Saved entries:

BEGIN

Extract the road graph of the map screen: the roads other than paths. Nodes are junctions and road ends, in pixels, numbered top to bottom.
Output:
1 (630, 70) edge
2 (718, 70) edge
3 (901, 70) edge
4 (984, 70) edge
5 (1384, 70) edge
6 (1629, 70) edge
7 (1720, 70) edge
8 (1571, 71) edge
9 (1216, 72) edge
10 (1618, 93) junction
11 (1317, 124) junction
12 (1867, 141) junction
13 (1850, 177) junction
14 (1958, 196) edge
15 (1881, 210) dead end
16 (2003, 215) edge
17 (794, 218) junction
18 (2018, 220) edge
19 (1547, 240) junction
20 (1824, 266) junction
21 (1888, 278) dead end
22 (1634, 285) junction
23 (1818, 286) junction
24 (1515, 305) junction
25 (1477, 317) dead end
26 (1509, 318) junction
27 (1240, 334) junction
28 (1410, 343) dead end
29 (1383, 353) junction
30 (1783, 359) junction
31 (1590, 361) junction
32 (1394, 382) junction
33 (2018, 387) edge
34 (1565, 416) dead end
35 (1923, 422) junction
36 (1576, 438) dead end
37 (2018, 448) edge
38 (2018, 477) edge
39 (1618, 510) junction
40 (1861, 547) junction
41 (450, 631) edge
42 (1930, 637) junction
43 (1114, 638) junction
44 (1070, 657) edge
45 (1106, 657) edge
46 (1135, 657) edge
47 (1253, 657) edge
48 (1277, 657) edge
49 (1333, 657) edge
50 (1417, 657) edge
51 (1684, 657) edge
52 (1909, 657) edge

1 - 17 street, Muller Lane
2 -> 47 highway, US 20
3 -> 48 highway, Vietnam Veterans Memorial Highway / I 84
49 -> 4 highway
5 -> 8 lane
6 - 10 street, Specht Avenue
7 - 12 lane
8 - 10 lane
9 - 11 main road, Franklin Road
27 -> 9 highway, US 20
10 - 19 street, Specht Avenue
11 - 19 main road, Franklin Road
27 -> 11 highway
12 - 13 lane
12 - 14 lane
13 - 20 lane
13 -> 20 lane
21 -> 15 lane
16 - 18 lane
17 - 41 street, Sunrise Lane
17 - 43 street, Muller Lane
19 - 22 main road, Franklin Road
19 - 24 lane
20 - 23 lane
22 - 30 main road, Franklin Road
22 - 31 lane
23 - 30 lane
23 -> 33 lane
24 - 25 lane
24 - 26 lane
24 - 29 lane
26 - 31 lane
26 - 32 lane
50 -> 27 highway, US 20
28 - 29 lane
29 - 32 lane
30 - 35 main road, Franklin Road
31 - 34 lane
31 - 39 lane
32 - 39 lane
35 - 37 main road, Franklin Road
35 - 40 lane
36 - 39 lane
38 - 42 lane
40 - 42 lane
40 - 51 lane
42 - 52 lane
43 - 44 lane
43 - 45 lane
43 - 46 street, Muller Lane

END

> [YOUR OBJECTIVE]:
Each record is to be retyped exactly as it appears.

> [COMPLETED EXERCISE]:
Extract the road graph of the map screen: the roads other than paths. Nodes are junctions and road ends, in pixels, numbered top to bottom.
Output:
1 (630, 70) edge
2 (718, 70) edge
3 (901, 70) edge
4 (984, 70) edge
5 (1384, 70) edge
6 (1629, 70) edge
7 (1720, 70) edge
8 (1571, 71) edge
9 (1216, 72) edge
10 (1618, 93) junction
11 (1317, 124) junction
12 (1867, 141) junction
13 (1850, 177) junction
14 (1958, 196) edge
15 (1881, 210) dead end
16 (2003, 215) edge
17 (794, 218) junction
18 (2018, 220) edge
19 (1547, 240) junction
20 (1824, 266) junction
21 (1888, 278) dead end
22 (1634, 285) junction
23 (1818, 286) junction
24 (1515, 305) junction
25 (1477, 317) dead end
26 (1509, 318) junction
27 (1240, 334) junction
28 (1410, 343) dead end
29 (1383, 353) junction
30 (1783, 359) junction
31 (1590, 361) junction
32 (1394, 382) junction
33 (2018, 387) edge
34 (1565, 416) dead end
35 (1923, 422) junction
36 (1576, 438) dead end
37 (2018, 448) edge
38 (2018, 477) edge
39 (1618, 510) junction
40 (1861, 547) junction
41 (450, 631) edge
42 (1930, 637) junction
43 (1114, 638) junction
44 (1070, 657) edge
45 (1106, 657) edge
46 (1135, 657) edge
47 (1253, 657) edge
48 (1277, 657) edge
49 (1333, 657) edge
50 (1417, 657) edge
51 (1684, 657) edge
52 (1909, 657) edge

1 - 17 street, Muller Lane
2 -> 47 highway, US 20
3 -> 48 highway, Vietnam Veterans Memorial Highway / I 84
49 -> 4 highway
5 -> 8 lane
6 - 10 street, Specht Avenue
7 - 12 lane
8 - 10 lane
9 - 11 main road, Franklin Road
27 -> 9 highway, US 20
10 - 19 street, Specht Avenue
11 - 19 main road, Franklin Road
27 -> 11 highway
12 - 13 lane
12 - 14 lane
13 - 20 lane
13 -> 20 lane
21 -> 15 lane
16 - 18 lane
17 - 41 street, Sunrise Lane
17 - 43 street, Muller Lane
19 - 22 main road, Franklin Road
19 - 24 lane
20 - 23 lane
22 - 30 main road, Franklin Road
22 - 31 lane
23 - 30 lane
23 -> 33 lane
24 - 25 lane
24 - 26 lane
24 - 29 lane
26 - 31 lane
26 - 32 lane
50 -> 27 highway, US 20
28 - 29 lane
29 - 32 lane
30 - 35 main road, Franklin Road
31 - 34 lane
31 - 39 lane
32 - 39 lane
35 - 37 main road, Franklin Road
35 - 40 lane
36 - 39 lane
38 - 42 lane
40 - 42 lane
40 - 51 lane
42 - 52 lane
43 - 44 lane
43 - 45 lane
43 - 46 street, Muller Lane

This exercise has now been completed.